Depuis le 1er mars, la France a mis en place une taxe de 2 euros par article sur les petits colis importés de pays non européens. Cette mesure visait à réduire la concurrence déloyale des plateformes chinoises, telles que Shein et Temu, qui inondaient le marché français de produits à bas prix. Selon nos confrères de Le Figaro, ces plateformes ont déjà trouvé un moyen de contourner cette taxe.

Les professionnels du secteur craignaient que les plateformes chinoises ne trouvent un moyen de contourner la taxe, et cela est désormais une réalité. Les plateformes expédient désormais leurs marchandises dans un autre pays européen, notamment la Belgique et les Pays-Bas, avant de les acheminer sur le territoire français par la route. Cette méthode simple mais efficace permet aux plateformes de ne pas payer la taxe de 2 euros par article.

Ce qu'il faut retenir

  • La taxe de 2 euros par article sur les petits colis importés de pays non européens est en vigueur en France depuis le 1er mars.
  • Les plateformes chinoises, telles que Shein et Temu, ont trouvé un moyen de contourner cette taxe en expédiant leurs marchandises dans un autre pays européen.
  • La Belgique et les Pays-Bas sont les pays les plus utilisés pour contourner la taxe.
  • Le Groupe ADP indique que «une cinquantaine de vols cargo hebdomadaires ne se posent plus à Paris-Charles de Gaulle» depuis l'entrée en vigueur de la taxe.
  • Les déclarations douanières de petits colis à l'arrivée de l'aéroport Roissy-CDG ont chuté de 92% dès le 3 mars par rapport à la moyenne du nombre de déclarations quotidiennes en 2025.

Les conséquences de la taxe

Les conséquences de la taxe sont déjà visibles.
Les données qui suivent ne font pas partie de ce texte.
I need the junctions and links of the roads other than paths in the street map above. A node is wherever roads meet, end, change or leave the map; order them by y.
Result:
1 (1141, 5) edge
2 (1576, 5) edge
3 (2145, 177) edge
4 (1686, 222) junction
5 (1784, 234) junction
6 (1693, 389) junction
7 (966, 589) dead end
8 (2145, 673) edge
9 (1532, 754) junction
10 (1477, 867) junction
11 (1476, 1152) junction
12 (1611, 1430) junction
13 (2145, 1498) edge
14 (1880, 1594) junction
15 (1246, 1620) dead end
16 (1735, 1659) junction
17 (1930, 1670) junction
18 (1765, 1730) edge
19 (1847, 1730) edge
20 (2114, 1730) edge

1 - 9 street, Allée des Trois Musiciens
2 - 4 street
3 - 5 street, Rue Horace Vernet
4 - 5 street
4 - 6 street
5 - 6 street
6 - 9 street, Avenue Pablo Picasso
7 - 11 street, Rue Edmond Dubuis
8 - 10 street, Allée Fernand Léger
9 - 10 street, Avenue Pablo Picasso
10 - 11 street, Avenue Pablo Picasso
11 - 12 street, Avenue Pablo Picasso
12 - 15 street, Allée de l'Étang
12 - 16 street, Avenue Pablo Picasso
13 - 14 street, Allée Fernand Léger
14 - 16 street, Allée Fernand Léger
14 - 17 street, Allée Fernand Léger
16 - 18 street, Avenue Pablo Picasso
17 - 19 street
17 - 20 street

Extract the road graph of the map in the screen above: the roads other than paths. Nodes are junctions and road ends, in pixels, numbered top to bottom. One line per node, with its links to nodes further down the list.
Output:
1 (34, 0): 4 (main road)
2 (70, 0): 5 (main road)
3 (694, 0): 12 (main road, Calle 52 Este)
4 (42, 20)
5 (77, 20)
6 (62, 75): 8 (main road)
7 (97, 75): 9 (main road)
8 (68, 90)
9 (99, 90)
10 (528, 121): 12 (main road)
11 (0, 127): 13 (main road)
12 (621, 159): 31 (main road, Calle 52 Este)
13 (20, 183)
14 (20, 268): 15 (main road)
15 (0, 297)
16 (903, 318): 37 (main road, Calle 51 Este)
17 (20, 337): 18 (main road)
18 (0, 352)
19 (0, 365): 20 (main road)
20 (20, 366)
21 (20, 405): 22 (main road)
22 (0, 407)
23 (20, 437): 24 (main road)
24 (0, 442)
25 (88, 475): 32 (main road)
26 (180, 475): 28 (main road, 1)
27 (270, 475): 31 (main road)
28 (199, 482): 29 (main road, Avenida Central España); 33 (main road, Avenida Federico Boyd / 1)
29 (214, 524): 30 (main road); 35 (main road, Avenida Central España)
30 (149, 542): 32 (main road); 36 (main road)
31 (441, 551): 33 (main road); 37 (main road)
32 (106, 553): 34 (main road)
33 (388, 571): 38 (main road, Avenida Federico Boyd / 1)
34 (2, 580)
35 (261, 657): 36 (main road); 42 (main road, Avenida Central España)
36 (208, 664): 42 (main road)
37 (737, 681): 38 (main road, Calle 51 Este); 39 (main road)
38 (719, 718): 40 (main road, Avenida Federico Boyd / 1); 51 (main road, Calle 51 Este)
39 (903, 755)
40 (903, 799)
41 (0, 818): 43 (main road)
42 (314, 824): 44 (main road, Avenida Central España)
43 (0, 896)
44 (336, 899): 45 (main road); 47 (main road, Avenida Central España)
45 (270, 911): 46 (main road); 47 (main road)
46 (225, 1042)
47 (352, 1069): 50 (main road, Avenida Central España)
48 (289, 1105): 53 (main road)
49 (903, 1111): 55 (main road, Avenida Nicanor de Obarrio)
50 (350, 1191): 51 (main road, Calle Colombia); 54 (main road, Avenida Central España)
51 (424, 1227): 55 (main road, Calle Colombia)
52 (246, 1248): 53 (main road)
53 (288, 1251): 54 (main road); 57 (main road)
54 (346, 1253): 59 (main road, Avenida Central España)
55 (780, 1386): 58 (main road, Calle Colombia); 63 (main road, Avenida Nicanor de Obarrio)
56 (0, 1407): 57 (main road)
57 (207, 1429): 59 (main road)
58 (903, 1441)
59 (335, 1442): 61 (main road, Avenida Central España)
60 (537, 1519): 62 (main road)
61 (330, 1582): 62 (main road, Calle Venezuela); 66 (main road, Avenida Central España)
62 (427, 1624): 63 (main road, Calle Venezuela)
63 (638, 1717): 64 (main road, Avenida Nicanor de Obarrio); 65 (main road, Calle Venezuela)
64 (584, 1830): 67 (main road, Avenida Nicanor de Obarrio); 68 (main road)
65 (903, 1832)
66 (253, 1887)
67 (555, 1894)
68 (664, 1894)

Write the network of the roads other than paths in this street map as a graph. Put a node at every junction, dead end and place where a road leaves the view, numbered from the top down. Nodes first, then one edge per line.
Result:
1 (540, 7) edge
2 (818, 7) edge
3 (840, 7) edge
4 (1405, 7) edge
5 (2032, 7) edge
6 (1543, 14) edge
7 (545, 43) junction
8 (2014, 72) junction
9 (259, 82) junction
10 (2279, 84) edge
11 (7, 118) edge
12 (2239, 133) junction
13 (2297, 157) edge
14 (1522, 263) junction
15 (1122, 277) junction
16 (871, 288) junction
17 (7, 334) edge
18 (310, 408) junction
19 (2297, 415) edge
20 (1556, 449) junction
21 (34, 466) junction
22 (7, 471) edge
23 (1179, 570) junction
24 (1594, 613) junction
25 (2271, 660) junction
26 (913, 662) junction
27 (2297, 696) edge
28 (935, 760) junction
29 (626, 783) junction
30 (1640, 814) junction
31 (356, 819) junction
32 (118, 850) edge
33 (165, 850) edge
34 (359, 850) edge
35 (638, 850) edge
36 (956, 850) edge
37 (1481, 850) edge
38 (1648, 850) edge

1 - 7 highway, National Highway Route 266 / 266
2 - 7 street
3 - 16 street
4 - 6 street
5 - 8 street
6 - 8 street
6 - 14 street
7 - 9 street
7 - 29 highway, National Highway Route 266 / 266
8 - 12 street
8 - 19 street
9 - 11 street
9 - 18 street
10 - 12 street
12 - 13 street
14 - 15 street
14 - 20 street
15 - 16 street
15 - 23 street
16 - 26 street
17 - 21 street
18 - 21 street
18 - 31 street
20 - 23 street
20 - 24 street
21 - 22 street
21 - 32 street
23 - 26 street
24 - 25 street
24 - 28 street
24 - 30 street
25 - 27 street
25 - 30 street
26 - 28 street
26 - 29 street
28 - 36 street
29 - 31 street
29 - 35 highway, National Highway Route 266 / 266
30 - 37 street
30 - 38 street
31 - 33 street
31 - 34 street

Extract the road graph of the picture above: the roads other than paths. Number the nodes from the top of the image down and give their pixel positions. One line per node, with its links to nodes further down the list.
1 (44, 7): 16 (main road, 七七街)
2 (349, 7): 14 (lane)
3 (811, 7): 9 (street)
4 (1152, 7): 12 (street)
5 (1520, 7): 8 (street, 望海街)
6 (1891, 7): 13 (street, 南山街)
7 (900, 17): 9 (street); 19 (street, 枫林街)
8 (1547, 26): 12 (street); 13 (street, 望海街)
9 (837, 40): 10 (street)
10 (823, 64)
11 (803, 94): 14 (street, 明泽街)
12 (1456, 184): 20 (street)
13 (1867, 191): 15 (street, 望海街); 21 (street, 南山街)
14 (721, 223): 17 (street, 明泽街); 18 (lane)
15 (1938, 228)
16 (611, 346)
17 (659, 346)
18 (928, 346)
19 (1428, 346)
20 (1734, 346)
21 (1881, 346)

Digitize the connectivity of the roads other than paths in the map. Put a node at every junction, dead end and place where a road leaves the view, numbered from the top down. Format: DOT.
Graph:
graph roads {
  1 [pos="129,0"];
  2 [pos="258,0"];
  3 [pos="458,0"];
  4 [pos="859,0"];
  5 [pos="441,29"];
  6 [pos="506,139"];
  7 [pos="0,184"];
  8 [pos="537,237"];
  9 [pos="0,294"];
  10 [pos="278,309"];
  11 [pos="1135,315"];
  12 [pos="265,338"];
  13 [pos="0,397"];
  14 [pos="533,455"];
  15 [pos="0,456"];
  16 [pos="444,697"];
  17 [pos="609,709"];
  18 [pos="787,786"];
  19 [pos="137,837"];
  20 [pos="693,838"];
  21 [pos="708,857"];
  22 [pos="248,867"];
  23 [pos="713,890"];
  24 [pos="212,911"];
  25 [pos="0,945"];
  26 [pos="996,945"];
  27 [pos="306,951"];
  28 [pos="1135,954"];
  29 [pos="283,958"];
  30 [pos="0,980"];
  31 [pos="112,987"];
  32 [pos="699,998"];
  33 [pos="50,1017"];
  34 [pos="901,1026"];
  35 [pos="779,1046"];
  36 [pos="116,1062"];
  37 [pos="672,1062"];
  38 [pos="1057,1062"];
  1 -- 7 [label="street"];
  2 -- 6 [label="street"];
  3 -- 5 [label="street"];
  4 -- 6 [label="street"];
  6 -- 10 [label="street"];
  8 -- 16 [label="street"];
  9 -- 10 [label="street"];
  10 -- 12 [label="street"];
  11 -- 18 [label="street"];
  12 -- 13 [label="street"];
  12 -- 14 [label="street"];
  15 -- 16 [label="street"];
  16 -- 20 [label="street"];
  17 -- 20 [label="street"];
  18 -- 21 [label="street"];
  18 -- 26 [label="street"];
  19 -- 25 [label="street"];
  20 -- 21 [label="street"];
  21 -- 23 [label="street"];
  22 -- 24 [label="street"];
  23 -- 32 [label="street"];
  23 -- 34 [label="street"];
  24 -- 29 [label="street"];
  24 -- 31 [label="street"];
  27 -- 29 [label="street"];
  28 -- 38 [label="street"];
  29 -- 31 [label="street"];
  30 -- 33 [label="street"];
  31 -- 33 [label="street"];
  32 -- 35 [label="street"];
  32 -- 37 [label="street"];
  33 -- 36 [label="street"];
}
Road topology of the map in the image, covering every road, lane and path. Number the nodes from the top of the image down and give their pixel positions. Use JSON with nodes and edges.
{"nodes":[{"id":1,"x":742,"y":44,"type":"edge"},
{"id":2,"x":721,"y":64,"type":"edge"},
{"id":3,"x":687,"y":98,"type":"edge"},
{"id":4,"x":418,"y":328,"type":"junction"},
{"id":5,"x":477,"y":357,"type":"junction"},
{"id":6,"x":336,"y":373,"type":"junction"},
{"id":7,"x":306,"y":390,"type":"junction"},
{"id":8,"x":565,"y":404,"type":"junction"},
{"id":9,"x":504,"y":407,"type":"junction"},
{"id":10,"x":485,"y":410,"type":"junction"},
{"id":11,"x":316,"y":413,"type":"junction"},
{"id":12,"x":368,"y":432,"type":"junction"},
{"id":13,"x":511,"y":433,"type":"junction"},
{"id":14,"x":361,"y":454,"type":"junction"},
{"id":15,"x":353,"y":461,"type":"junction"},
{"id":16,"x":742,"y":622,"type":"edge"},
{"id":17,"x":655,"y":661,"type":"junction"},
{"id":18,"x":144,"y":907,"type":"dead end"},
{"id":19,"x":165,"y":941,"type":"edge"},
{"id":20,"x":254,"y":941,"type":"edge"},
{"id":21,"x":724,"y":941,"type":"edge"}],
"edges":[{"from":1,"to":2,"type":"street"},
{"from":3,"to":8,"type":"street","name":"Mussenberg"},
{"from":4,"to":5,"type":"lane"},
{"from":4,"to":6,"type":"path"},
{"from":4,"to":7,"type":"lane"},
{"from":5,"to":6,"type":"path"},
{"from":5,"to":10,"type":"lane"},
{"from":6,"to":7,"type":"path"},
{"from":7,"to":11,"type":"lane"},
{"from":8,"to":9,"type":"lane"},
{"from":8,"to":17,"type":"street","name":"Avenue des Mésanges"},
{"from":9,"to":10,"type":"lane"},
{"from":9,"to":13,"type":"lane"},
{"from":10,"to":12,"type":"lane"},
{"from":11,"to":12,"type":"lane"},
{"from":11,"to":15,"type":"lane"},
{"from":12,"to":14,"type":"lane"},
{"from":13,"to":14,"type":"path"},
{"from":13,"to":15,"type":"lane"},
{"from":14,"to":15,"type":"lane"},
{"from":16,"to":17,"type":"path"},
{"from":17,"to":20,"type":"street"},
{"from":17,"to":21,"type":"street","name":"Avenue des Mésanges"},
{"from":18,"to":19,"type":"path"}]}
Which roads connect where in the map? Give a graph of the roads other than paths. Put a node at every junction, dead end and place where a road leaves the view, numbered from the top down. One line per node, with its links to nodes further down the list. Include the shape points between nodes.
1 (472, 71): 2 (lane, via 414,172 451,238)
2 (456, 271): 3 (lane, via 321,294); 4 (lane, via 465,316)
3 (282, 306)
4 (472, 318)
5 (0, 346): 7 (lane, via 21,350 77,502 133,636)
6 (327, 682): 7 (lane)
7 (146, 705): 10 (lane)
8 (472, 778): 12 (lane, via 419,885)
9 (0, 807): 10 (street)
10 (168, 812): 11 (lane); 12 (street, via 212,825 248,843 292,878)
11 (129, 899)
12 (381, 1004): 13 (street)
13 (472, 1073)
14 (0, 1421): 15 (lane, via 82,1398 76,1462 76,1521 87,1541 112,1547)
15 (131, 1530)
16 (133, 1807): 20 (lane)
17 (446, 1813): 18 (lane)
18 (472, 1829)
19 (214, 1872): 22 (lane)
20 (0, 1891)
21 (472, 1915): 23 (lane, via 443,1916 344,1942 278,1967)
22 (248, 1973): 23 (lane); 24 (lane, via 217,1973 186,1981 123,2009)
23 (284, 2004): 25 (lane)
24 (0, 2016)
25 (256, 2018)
Le Groupe ADP indique que «conformément à notre prévision, une cinquantaine de vols cargo hebdomadaires ne se posent plus à Paris-Charles de Gaulle depuis l’entrée en vigueur de la taxe française sur les petits colis». L'Union des entreprises de transport et de logistique de France (Union TLF) confirme cette tendance, avec une chute de 92% des déclarations douanières de petits colis à l'arrivée de l'aéroport Roissy-CDG.

Les plateformes chinoises ont déjà adapté leur stratégie pour contourner la taxe. «Temu et Shein se sont réorganisées et ne posent plus aucun colis en France depuis le 2 mars, mais en Belgique», indique Philippe de Crécy, président de TLF Overseas, la branche internationale de l’Union TLF. CMA CGM Air Cargo a annoncé qu’il re-routait tous ses vols depuis Hong Kong vers la Belgique.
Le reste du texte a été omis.